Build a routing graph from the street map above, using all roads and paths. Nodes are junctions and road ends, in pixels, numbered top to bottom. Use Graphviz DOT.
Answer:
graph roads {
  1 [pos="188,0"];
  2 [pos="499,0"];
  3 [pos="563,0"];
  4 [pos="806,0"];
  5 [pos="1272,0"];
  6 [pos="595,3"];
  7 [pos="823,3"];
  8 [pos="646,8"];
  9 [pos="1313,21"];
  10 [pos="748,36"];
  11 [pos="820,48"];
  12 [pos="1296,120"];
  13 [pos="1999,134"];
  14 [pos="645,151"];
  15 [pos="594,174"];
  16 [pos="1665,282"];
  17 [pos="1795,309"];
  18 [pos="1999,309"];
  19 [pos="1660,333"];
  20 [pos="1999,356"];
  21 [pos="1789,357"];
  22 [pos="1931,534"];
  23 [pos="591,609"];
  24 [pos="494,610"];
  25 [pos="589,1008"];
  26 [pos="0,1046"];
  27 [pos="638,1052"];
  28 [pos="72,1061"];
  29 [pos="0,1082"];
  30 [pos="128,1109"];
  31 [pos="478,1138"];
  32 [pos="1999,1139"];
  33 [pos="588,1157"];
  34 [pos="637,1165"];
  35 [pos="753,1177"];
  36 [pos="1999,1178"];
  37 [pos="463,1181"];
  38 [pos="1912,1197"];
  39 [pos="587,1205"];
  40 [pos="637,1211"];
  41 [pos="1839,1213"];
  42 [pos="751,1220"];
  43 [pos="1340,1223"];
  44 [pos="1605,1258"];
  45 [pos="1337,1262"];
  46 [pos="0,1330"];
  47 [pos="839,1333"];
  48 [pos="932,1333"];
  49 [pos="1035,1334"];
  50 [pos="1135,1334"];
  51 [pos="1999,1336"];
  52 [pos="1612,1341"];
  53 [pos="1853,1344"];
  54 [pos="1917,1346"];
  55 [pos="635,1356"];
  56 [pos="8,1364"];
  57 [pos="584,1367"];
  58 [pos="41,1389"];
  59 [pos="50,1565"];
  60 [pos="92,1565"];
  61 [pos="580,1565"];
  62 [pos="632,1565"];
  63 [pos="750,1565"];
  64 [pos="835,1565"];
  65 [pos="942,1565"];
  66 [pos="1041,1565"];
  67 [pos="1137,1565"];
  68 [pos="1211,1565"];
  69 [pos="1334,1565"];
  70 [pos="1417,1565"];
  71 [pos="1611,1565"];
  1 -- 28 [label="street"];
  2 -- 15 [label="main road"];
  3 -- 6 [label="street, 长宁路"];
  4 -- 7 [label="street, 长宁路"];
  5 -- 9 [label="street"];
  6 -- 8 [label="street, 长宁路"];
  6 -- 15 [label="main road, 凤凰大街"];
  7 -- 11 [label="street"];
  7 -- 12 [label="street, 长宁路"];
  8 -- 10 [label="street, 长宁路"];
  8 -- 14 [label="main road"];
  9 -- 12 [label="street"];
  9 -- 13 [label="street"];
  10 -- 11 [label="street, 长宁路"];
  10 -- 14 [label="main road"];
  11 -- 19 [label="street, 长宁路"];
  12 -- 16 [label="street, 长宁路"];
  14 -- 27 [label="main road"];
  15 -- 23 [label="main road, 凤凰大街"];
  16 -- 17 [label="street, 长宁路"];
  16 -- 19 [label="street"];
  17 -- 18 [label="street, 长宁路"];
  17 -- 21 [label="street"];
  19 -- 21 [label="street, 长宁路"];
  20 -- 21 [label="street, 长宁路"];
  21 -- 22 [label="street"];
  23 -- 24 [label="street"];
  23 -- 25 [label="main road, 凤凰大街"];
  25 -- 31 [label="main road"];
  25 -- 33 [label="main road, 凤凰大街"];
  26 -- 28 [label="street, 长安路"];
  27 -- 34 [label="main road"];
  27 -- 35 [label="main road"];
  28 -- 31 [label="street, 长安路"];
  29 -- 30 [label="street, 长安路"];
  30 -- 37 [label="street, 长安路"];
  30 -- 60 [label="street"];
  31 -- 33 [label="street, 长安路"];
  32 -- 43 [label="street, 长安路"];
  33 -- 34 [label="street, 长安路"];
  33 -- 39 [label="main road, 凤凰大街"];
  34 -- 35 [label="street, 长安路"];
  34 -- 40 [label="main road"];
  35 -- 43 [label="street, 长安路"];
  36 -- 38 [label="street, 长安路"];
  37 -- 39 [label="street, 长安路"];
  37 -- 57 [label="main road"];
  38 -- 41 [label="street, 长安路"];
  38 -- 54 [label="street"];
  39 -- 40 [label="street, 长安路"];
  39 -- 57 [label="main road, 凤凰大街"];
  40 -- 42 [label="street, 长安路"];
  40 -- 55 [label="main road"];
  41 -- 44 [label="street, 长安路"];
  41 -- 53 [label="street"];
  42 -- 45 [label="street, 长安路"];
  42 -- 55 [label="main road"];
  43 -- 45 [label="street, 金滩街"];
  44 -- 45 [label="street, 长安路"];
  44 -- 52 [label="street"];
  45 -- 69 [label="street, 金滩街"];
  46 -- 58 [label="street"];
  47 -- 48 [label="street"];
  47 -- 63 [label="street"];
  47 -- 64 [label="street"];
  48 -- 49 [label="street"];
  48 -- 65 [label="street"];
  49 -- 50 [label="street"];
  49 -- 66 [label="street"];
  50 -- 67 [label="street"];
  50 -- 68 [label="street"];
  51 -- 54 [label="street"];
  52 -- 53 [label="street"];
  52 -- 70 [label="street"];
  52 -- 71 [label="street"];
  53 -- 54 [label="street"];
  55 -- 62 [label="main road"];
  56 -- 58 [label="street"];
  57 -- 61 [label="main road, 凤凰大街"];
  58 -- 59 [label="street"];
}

> TASK
Return each line of the preceding material in which "graph" can be found.

> SOLUTION TO THIS EXERCISE
Build a routing graph from the street map above, using all roads and paths. Nodes are junctions and road ends, in pixels, numbered top to bottom. Use Graphviz DOT.
graph roads {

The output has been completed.